Apart from the images, every record below must be given again without alteration.

━━━

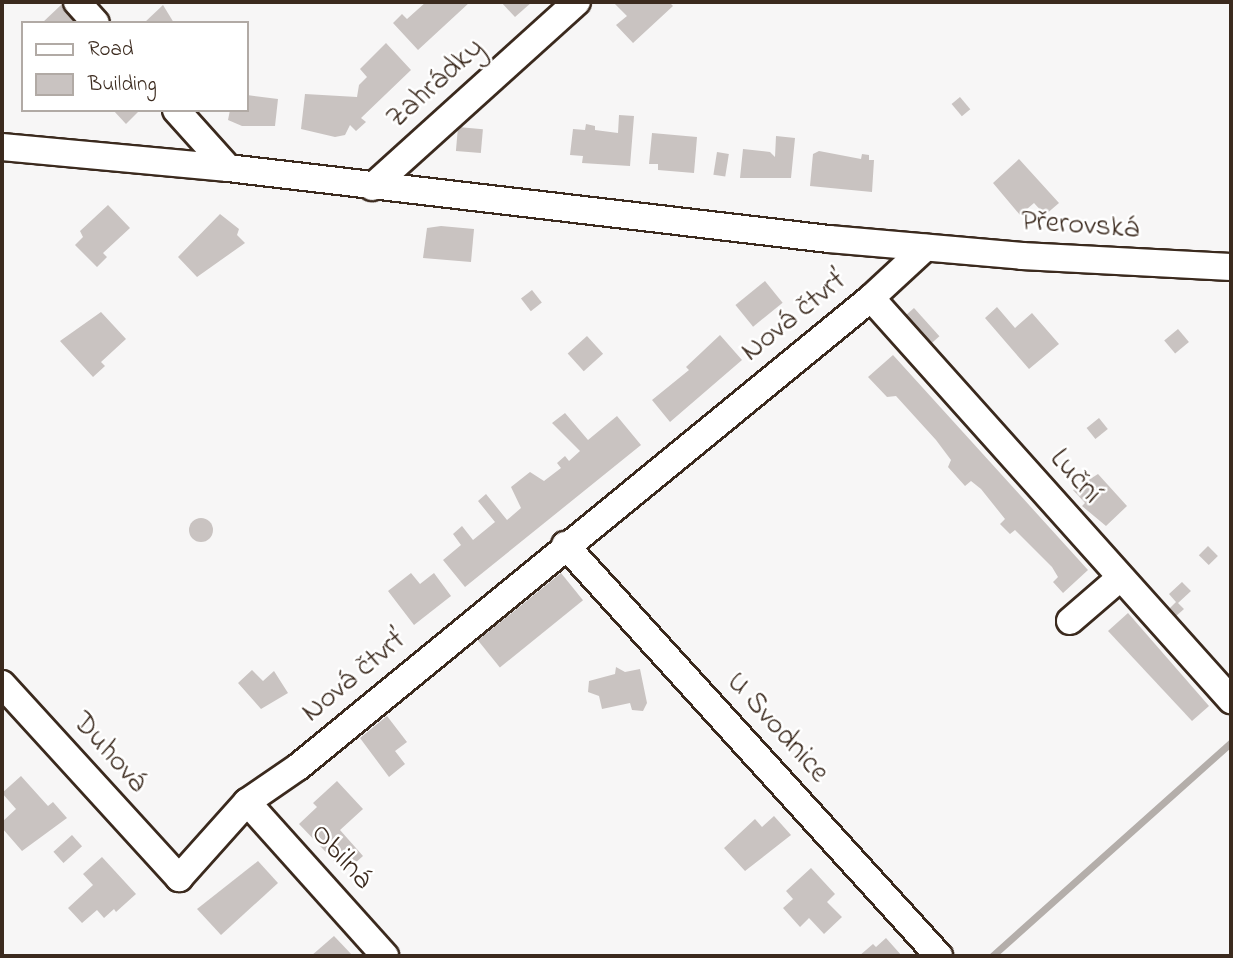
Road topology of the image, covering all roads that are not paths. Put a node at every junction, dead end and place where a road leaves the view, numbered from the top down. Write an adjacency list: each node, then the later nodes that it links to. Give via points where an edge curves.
1 (77, 2): 3 (street)
2 (577, 2): 7 (street, Zahrádky)
3 (94, 21)
4 (178, 112): 6 (street)
5 (2, 147): 6 (street, Nová čtvrť)
6 (229, 168): 7 (street, Nová čtvrť)
7 (372, 187): 8 (street, Nová čtvrť)
8 (925, 248): 9 (street, Přerovská); 10 (street, Nová čtvrť)
9 (1231, 267)
10 (871, 298): 11 (street, Nová čtvrť); 12 (street, Luční)
11 (565, 545): 16 (street, Nová čtvrť, via 298,767); 19 (street, U Svodnice)
12 (1120, 578): 13 (street); 15 (street, Luční)
13 (1070, 621)
14 (2, 684): 17 (street, Duhová)
15 (1231, 700)
16 (247, 802): 17 (street, Nová čtvrť, via 179,877); 18 (street, Obilná)
17 (167, 867)
18 (386, 956)
19 (939, 956)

━━━

### Answer section
Road topology of the image, covering all roads that are not paths. Put a node at every junction, dead end and place where a road leaves the view, numbered from the top down. Write an adjacency list: each node, then the later nodes that it links to. Give via points where an edge curves.
1 (77, 2): 3 (street)
2 (577, 2): 7 (street, Zahrádky)
3 (94, 21)
4 (178, 112): 6 (street)
5 (2, 147): 6 (street, Nová čtvrť)
6 (229, 168): 7 (street, Nová čtvrť)
7 (372, 187): 8 (street, Nová čtvrť)
8 (925, 248): 9 (street, Přerovská); 10 (street, Nová čtvrť)
9 (1231, 267)
10 (871, 298): 11 (street, Nová čtvrť); 12 (street, Luční)
11 (565, 545): 16 (street, Nová čtvrť, via 298,767); 19 (street, U Svodnice)
12 (1120, 578): 13 (street); 15 (street, Luční)
13 (1070, 621)
14 (2, 684): 17 (street, Duhová)
15 (1231, 700)
16 (247, 802): 17 (street, Nová čtvrť, via 179,877); 18 (street, Obilná)
17 (167, 867)
18 (386, 956)
19 (939, 956)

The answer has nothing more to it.